CEO Tamir Koch, who took control of the company when his Israel-based media startup TriPlay purchased the brand back in 2015, is convinced that he can do so. And he happily tells me so during a conversation following the relaunch. “I’m going to turn you back into a user,” he tells me over the phone, with a sort of brashness that defines much of the conversation. “I don’t care if you write about us or not. My purpose will be to get you back to a user.”

I’ll be the first to admit that the new model is a compelling one. Gone are the days of the subscription service that offered deep discounts on indie music tracks. While the price cuts remain, the subscription aspect is gone entirely. Instead, the newly launched service is built around a music locker. That part, at least, is familiar for veterans of the digital music game.

Interestingly, the company tells me that it’s not supplementing your music with its own database, unlike other locker services. “The files you upload are the files you listen to,” a rep for the company told me. It’s not supplemented in any way and is hosted on eMusic cloud (TriPlay’s cloud).”

That means, among other things, that any sort of obscure tracks you might own that don’t count among the company’s 32 million are included in the My Music section once you’ve uploaded them. And storage is unlimited.

Once they’re stored, you can access them through any device you can load eMusic on in the browser or as a standalone app. In that sense, it’s not entirely unlike Spotify or Apple. The nutty thing about the model is that it’s all free. eMusic eats the hosting cost.

The company plans to make money from the aforementioned purchases. It’s a tricky proposition given the relative ease with which many of us jumped over to subscription-based service. In order to actually start making money, eMusic will have to get you to switch back.

The service plans to accomplish this by hooking you in with its free offering. Start using it as a locker, and maybe you’ll start purchasing music again, courtesy of the recommendations it offers up based on what you’ve got saved in My Music. As far as how it gets you through the door in the first place, that will require, to some degree any residual warm and fuzzy feeling you’ve got held over from eMusic’s halcyon days.

While I did use the service back in the day, it mostly revolved around subscribing and unsubscribing based on discount subscription emails the company would send out. On my end, at least, I’m not sure what I get when I think of the service is an overwhelming sense of nostalgia – but certainly word of the new model was enough to make me check it out. And when TriPlay bought eMusic, it also bought a big database of former users.

“We’re looking at 10s of billions of records of purchase history and millions and millions of users,” says Koch. “When we bought eMusic absolutely for the brand. We bought it for the music base, because those are music lovers.

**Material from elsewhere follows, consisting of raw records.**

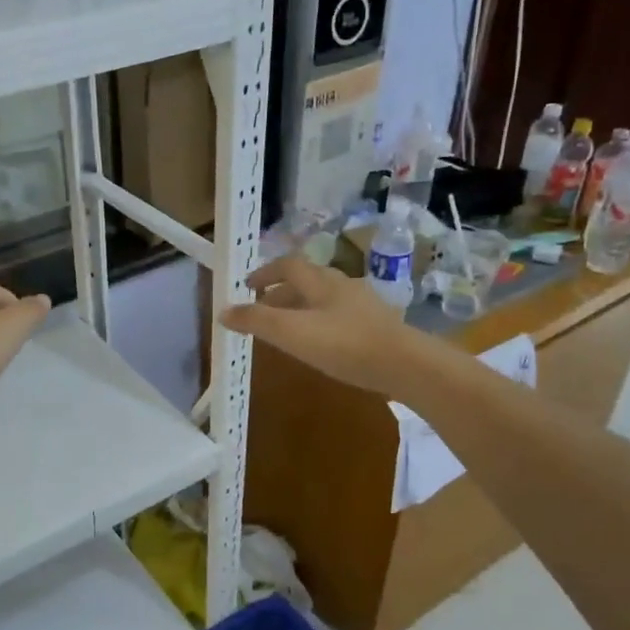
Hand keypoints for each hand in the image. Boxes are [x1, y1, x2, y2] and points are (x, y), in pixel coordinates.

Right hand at [220, 255, 425, 396]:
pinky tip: (322, 343)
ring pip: (325, 298)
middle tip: (262, 309)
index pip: (288, 265)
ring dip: (302, 307)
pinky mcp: (378, 326)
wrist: (405, 365)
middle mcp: (343, 286)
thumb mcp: (291, 333)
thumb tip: (223, 311)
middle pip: (307, 280)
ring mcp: (364, 305)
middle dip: (281, 291)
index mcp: (321, 281)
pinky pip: (341, 316)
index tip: (247, 286)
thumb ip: (256, 321)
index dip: (265, 272)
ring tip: (288, 328)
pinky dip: (322, 322)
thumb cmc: (344, 344)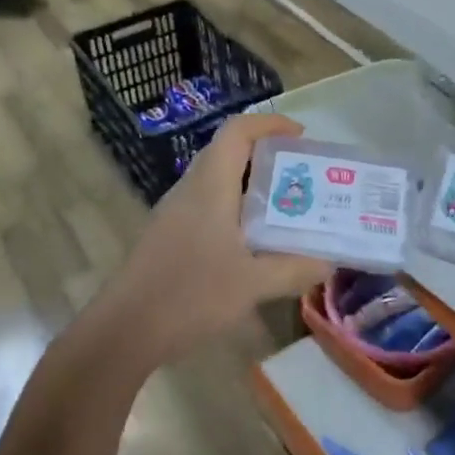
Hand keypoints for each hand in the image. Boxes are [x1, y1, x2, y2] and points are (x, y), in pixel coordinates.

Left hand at [89, 114, 328, 366]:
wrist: (125, 330)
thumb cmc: (190, 295)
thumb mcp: (252, 284)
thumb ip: (294, 269)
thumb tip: (329, 263)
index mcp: (210, 185)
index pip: (237, 131)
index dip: (270, 124)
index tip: (301, 136)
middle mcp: (190, 189)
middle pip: (228, 152)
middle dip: (267, 155)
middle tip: (302, 175)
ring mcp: (175, 212)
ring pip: (217, 180)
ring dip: (251, 184)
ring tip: (286, 206)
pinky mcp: (169, 234)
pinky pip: (207, 204)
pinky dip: (235, 208)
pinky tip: (253, 241)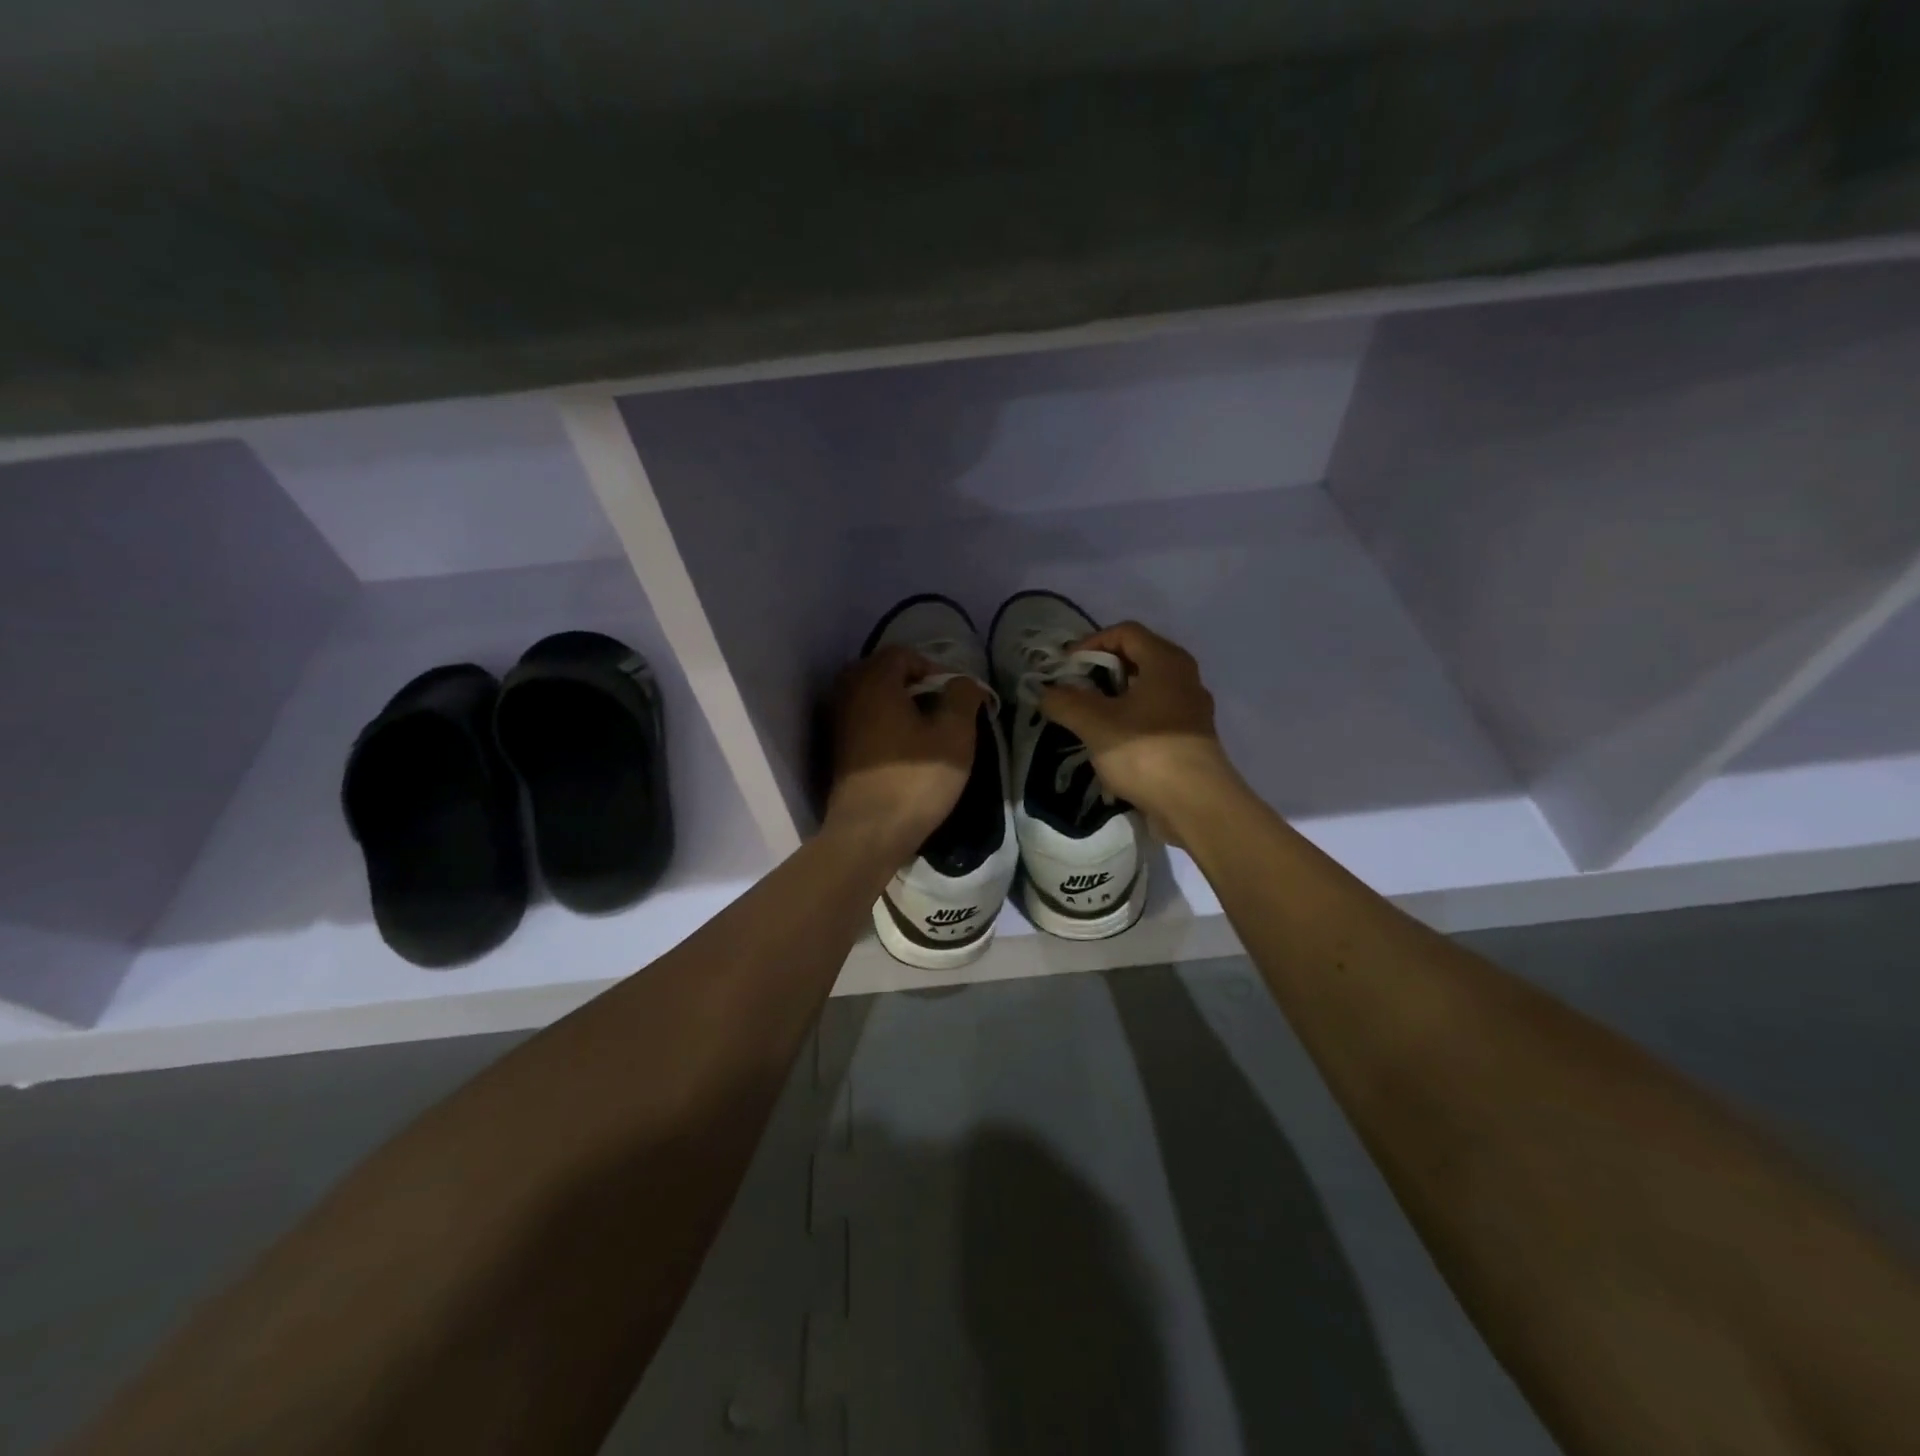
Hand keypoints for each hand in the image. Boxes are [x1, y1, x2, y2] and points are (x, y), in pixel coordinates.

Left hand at [824, 645, 989, 865]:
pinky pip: (863, 720)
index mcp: (874, 681)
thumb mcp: (955, 735)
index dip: (933, 667)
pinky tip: (904, 749)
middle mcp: (848, 694)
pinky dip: (884, 723)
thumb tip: (963, 682)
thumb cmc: (915, 779)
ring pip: (871, 697)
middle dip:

At the end of the day, that’s who we’re talking to. When we bought it, we knew that, as a download store, it doesn’t have a chance. But we have a model now that works.”

So if you’ve ever used the service, expect to get an email soon, heralding its return, in much the same way MySpace did with its grand reemergence – assuming, of course, that email address is still active.

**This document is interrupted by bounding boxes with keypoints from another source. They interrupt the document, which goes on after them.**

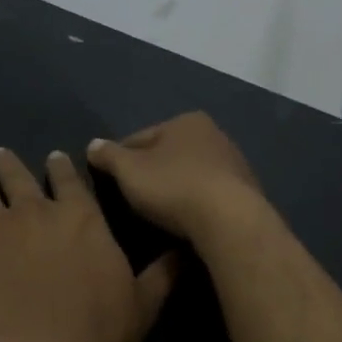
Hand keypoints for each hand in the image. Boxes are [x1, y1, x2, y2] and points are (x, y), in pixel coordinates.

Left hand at [0, 148, 177, 341]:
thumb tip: (185, 249)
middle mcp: (37, 210)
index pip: (71, 180)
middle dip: (9, 164)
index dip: (62, 167)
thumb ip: (162, 274)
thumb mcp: (143, 306)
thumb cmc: (97, 335)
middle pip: (19, 176)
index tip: (54, 157)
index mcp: (82, 218)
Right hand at [86, 113, 266, 243]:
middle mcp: (215, 134)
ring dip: (176, 188)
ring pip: (191, 174)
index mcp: (186, 121)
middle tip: (133, 198)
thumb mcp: (129, 171)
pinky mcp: (247, 191)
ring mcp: (235, 163)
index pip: (141, 137)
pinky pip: (210, 194)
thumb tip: (93, 145)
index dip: (120, 158)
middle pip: (169, 154)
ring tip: (159, 213)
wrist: (230, 220)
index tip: (109, 179)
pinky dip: (196, 203)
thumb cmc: (174, 187)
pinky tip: (187, 220)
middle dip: (152, 172)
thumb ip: (109, 156)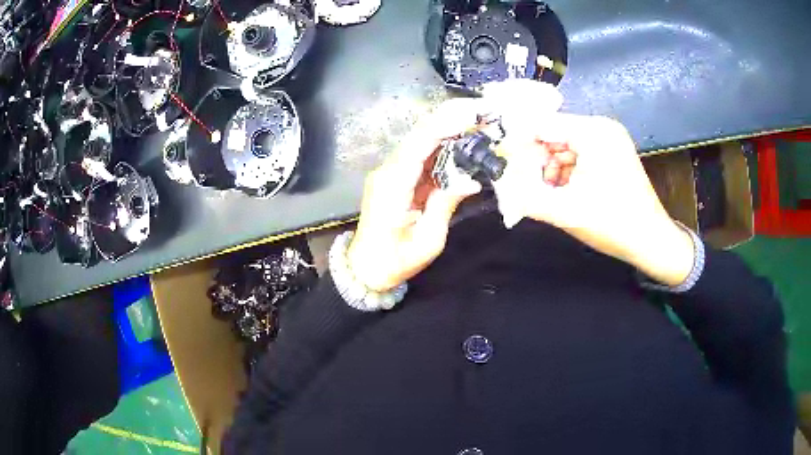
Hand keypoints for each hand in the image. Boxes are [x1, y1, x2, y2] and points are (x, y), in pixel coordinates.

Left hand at [346, 100, 481, 291]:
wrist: (366, 269)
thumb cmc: (396, 260)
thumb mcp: (428, 240)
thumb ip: (446, 204)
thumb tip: (471, 179)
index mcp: (393, 183)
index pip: (421, 142)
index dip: (448, 124)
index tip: (475, 113)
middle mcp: (388, 170)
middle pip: (420, 135)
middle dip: (452, 120)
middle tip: (484, 113)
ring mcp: (390, 172)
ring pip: (421, 142)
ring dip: (450, 131)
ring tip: (480, 124)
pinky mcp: (395, 178)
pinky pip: (421, 157)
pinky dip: (443, 148)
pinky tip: (463, 144)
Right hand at [498, 114, 693, 285]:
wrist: (652, 241)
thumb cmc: (614, 224)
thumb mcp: (566, 212)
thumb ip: (527, 196)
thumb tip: (500, 185)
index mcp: (593, 132)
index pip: (542, 124)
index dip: (517, 142)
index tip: (500, 162)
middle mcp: (601, 127)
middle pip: (552, 133)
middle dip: (535, 159)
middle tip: (523, 185)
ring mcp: (608, 139)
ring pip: (563, 145)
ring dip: (549, 167)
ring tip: (546, 194)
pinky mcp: (611, 152)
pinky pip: (578, 153)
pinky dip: (565, 170)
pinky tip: (563, 191)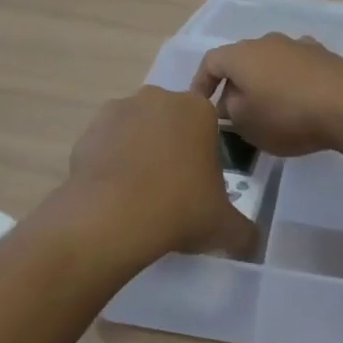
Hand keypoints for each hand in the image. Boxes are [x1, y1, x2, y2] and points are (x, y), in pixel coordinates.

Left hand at [65, 86, 256, 262]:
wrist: (113, 217)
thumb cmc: (180, 208)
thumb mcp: (224, 226)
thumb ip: (244, 231)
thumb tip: (253, 244)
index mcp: (198, 109)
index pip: (207, 125)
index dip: (204, 155)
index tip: (199, 184)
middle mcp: (159, 98)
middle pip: (170, 122)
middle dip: (171, 147)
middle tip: (170, 189)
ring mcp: (120, 109)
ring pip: (136, 129)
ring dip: (138, 151)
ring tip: (137, 194)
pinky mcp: (89, 129)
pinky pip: (106, 143)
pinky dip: (109, 162)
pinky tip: (112, 194)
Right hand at [191, 34, 342, 157]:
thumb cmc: (289, 115)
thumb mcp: (247, 123)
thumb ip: (230, 111)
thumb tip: (229, 102)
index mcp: (242, 54)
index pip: (211, 62)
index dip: (201, 83)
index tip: (200, 106)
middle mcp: (268, 41)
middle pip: (242, 60)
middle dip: (234, 85)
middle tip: (233, 114)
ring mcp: (299, 45)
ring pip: (271, 63)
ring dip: (264, 83)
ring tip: (267, 110)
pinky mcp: (325, 56)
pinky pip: (296, 68)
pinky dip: (290, 83)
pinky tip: (298, 103)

Like I said, it’s compelling. I’ve been playing around with it for a bit. If nothing else, I like that I’ve had a reason to go back and listen to music on my hard drive that I’ve long forgotten about, and the ability to access obscure weirdness that simply doesn’t exist on services like Spotify is pretty great for a dyed in the wool music nerd such as myself.

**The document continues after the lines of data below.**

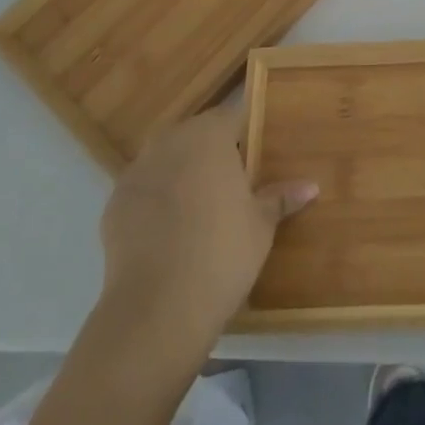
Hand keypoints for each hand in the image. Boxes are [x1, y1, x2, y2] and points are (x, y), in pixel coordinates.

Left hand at [99, 104, 317, 340]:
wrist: (156, 308)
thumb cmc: (222, 253)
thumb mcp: (261, 225)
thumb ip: (280, 198)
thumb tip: (310, 186)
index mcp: (209, 136)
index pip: (231, 116)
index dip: (244, 131)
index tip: (256, 150)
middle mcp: (170, 143)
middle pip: (194, 134)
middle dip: (210, 150)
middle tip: (232, 180)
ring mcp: (136, 172)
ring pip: (165, 160)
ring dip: (180, 173)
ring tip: (199, 206)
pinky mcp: (113, 205)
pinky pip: (142, 191)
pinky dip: (155, 201)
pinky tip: (169, 231)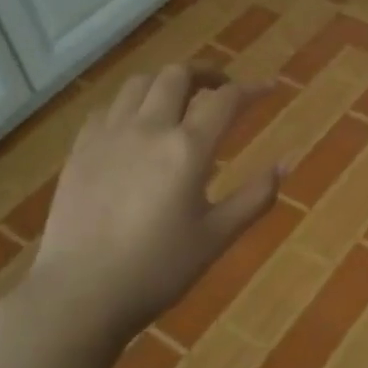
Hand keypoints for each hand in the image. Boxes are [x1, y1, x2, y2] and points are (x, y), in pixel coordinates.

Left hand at [20, 63, 281, 352]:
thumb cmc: (158, 269)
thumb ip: (255, 196)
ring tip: (180, 100)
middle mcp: (148, 128)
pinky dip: (132, 103)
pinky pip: (109, 107)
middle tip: (223, 89)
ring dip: (166, 83)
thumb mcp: (217, 237)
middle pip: (178, 76)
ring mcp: (108, 135)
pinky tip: (137, 124)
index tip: (270, 87)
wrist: (80, 294)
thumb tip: (286, 163)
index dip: (253, 89)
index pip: (226, 100)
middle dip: (207, 73)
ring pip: (139, 83)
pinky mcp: (80, 149)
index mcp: (187, 149)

But the UI of the mobile app leaves quite a bit to be desired, and as for actually purchasing new music through the service, I’ll likely pass. Which brings us back to the beginning. In order to have a successful business model, eMusic is going to have to do more than just getting you to play with its free service. It has to find a truly compelling way to get users to spend their hard-earned cash on music downloads, a sentiment that almost feels like a relic from another day.

And if it can’t figure out how to seal the deal, don’t expect the free aspect to stick around for much longer.